Porque seamos serios: no necesitamos nada de eso.

No necesitamos cosméticos testados con sufrimiento para vernos bien. No necesitamos suavizantes con aroma a «amanecer alpino» si el precio es una rata retorciéndose de dolor. No necesitamos yogures que aguanten 10 días más en la nevera a cambio de usar un aditivo cuya toxicidad se midió abriendo en canal a un cerdo.

Lo innecesario como sistema

Nos hemos dejado convencer de que todo eso es normal. Que forma parte del progreso. Que conservar un alimento dos días más o maquillarse con «efecto seda» equivale a calidad de vida.

Pero eso no es calidad. Es mercado. Es marketing disfrazado de necesidad. Es sistema económico convertido en moral de consumo.

Y para mantener esa rueda girando, se matan millones de animales al año. Muchos de ellos en Europa. Muchos de ellos sin anestesia. Sin pausa. Sin otro fin que testear la comodidad humana.

La crueldad no es inevitable

Hay alternativas. Modelos computacionales. Cultivos celulares. Chips con órganos simulados. Métodos éticos que, curiosamente, reciben menos financiación que los que siguen usando jaulas.

Y no, no hace falta volverse monje ni vivir sin jabón. Solo hace falta mirar de frente la contradicción:

¿Cuánto vale realmente ese brillo extra del pelo si ha costado una vida en silencio?

No se trata de salvar el mundo

Se trata de dejar de aplaudir su destrucción. De hablar claro. De no comulgar con la mentira de lo necesario. Y de entender que a veces, el mejor acto político es dejar de comprar.

Porque ningún suavizante vale el sufrimiento de un ser vivo. Porque ninguna arruga borrada compensa una tortura escondida. Y porque la verdadera limpieza empieza cuando dejamos de ensuciar con sangre las cosas más tontas de nuestra vida diaria.

Esto no va de moralismo. Va de justicia mínima. Y también de salud mental. Porque todo esto que llamamos consumo moderno —este exceso disfrazado de necesidad— es parte del agotamiento estructural que sufrimos. Nos prometen bienestar en forma de envase reciclable, olor a spa y resultados visibles en 7 días, pero lo que nos queda es ansiedad, fatiga crónica y la culpa flotante de saber que algo no encaja.

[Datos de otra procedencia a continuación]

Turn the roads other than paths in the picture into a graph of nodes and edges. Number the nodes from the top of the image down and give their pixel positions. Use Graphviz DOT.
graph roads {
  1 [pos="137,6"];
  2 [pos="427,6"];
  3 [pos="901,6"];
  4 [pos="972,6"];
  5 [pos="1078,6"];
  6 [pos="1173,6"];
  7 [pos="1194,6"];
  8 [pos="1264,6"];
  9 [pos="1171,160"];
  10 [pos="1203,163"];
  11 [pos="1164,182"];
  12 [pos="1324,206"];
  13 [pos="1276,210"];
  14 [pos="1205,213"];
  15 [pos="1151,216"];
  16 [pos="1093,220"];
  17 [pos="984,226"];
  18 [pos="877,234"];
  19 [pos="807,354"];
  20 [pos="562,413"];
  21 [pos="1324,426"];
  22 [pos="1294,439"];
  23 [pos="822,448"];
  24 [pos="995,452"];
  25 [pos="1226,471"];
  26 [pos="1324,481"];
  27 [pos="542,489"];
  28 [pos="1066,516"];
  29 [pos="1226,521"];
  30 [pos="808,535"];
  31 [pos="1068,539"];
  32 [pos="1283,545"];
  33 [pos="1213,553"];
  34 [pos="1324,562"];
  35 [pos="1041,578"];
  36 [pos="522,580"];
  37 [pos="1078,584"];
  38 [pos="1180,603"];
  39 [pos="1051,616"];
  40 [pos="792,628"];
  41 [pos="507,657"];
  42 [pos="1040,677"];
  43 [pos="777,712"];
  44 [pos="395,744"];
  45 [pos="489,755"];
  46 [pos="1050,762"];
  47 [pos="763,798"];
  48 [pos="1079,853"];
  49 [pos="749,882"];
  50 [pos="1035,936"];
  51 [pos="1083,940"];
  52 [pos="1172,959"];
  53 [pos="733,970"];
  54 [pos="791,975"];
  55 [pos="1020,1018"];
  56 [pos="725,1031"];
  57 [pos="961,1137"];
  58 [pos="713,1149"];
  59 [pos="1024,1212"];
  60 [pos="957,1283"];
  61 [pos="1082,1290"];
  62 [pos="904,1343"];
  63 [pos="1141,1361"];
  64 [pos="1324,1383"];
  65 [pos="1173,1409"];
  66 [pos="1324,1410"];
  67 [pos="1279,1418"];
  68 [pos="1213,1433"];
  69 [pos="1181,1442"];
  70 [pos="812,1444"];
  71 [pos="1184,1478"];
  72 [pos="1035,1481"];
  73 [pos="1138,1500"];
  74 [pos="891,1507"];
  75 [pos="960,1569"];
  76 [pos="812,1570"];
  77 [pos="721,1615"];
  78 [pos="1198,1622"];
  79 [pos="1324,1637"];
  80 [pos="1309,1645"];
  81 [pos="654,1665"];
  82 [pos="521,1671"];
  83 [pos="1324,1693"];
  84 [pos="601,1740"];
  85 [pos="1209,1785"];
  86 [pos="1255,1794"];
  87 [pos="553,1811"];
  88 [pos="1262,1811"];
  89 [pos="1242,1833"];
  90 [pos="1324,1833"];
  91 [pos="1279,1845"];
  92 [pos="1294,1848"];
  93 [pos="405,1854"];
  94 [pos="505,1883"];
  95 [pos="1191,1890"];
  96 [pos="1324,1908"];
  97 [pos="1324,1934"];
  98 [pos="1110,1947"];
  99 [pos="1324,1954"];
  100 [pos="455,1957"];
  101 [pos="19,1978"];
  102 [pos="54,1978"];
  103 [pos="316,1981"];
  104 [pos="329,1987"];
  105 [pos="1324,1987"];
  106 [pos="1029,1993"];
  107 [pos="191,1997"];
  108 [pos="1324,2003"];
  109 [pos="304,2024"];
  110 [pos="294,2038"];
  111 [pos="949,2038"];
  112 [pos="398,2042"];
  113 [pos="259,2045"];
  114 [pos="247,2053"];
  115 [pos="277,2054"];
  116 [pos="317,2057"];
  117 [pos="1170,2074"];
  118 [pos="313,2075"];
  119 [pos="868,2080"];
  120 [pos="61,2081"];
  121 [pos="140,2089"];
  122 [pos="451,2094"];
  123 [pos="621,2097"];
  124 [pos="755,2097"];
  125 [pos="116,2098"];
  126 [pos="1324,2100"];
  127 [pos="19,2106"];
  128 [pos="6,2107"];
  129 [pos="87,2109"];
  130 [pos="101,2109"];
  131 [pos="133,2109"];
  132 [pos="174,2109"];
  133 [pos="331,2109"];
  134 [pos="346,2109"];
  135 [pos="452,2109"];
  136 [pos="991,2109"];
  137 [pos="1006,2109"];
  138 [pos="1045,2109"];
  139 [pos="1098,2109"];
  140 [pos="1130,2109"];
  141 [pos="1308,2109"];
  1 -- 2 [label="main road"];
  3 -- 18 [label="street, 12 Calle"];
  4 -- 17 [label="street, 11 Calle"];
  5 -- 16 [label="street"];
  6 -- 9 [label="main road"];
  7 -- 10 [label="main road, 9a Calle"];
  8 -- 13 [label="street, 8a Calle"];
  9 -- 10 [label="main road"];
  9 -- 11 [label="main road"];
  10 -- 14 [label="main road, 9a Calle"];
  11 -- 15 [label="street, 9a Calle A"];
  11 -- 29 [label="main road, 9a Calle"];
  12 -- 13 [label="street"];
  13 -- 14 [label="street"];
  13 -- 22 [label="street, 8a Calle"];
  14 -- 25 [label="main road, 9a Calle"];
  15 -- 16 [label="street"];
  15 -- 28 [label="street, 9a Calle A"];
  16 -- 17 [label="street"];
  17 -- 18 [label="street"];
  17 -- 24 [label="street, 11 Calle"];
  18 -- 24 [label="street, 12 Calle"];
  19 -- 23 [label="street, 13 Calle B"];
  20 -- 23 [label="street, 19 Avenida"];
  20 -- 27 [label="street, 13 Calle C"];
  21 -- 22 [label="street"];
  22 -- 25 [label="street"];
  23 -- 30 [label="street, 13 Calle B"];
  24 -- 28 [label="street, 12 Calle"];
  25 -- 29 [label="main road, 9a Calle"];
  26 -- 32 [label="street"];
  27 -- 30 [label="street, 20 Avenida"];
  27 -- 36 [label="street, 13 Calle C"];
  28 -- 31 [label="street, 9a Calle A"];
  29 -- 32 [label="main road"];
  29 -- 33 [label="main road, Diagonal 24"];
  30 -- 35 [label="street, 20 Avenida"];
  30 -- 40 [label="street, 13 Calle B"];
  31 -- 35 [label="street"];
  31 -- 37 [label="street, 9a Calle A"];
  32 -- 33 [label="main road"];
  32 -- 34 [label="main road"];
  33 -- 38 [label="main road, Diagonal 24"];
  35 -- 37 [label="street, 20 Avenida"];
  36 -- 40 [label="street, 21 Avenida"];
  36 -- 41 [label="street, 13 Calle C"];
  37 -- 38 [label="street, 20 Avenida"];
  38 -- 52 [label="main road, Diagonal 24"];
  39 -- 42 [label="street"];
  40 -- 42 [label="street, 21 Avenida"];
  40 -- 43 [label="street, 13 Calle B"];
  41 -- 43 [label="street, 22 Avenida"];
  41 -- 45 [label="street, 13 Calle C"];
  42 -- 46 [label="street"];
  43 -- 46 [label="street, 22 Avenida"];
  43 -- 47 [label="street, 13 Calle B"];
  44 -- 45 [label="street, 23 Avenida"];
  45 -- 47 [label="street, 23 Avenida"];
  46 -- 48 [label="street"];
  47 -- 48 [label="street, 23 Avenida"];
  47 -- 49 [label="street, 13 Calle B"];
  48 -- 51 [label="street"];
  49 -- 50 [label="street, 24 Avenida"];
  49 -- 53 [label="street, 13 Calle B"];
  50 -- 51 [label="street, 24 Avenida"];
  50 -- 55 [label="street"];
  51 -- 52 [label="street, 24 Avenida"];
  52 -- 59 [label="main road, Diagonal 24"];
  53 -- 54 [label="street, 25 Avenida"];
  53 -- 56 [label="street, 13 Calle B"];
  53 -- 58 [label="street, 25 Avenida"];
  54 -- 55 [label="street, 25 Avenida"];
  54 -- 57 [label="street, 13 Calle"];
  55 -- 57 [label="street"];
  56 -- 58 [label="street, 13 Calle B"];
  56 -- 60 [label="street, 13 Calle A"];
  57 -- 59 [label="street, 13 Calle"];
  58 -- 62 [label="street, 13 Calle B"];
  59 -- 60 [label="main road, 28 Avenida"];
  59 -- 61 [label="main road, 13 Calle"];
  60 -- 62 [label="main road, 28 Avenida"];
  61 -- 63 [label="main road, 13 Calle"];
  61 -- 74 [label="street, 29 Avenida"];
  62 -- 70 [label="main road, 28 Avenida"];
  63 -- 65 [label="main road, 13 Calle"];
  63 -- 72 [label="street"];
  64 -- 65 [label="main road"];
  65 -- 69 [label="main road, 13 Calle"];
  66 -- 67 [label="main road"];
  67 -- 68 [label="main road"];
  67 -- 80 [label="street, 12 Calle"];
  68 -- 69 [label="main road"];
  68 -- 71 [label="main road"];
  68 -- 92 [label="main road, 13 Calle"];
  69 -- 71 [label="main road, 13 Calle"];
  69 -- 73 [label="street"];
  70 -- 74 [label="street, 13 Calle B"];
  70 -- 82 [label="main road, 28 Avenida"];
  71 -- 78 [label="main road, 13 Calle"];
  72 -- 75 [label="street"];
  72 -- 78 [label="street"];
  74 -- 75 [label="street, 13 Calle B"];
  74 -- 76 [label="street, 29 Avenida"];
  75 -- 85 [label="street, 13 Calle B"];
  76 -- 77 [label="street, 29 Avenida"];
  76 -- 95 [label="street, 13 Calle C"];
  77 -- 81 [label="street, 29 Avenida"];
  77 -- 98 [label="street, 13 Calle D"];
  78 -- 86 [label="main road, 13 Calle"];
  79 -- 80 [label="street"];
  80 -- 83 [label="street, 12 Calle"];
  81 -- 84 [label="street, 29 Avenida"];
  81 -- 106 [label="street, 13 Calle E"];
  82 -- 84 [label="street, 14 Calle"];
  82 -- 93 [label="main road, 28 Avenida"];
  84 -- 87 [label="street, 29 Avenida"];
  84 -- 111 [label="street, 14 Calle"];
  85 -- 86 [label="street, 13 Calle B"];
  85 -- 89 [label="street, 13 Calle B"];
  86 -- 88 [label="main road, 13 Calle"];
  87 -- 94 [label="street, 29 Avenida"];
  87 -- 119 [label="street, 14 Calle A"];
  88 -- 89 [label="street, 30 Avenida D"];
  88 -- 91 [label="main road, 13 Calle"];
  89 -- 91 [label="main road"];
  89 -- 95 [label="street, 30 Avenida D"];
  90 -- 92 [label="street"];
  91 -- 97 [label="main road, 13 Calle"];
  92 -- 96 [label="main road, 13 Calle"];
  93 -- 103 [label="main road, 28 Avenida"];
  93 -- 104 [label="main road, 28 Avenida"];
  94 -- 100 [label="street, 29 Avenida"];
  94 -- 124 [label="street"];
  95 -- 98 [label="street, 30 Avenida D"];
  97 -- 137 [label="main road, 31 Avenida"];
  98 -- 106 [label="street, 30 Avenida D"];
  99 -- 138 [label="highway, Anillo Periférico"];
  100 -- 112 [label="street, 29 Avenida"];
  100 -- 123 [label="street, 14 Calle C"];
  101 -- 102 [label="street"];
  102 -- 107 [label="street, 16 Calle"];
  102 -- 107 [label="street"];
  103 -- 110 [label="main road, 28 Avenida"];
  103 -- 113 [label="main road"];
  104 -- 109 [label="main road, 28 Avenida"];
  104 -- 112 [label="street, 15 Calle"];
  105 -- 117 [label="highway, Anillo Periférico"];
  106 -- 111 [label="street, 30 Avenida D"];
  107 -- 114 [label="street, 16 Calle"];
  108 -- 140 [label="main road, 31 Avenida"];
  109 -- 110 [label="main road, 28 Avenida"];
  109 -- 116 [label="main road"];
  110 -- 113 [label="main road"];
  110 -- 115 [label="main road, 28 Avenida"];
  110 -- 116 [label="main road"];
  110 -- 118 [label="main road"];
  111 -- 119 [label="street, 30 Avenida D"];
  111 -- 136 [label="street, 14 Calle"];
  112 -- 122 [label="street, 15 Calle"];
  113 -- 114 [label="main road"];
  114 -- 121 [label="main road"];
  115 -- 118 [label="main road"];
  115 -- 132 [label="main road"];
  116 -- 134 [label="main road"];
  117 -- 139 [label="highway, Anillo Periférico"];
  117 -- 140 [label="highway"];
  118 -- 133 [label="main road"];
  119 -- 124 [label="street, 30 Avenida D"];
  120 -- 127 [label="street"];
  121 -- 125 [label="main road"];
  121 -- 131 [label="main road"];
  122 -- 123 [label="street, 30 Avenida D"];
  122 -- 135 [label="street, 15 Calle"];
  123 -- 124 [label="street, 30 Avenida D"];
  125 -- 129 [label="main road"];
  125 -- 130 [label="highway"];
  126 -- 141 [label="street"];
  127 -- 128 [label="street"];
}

Byung-Chul Han lo explica sin rodeos: vivimos en la sociedad del cansancio. Una en la que la explotación ya no viene del otro, sino de uno mismo. Nos exprimimos para permitirnos consumir, y luego consumimos para anestesiar el agotamiento. En esa rueda, el maltrato —al cuerpo propio, a los animales, al planeta— queda borrado bajo la promesa de rendimiento y apariencia.

Ver (o no ver) un documental como Infiltrada en el búnker no es un acto menor. Es un espejo. Uno que nos muestra que la violencia no siempre lleva uniforme: a veces lleva etiqueta ecológica. Y que parte del colapso que sentimos como individuos quizá venga de seguir sosteniendo un sistema que solo se mantiene si otros, incluidos los más vulnerables, son sacrificados por nuestro confort innecesario.

Así que sí, puedes apagar la tele. Puedes no ver las imágenes. Pero que eso no apague tu criterio. No estamos cansadas porque nos falte suavizante. Estamos cansadas porque llevamos demasiado tiempo fingiendo que lo necesitamos todo.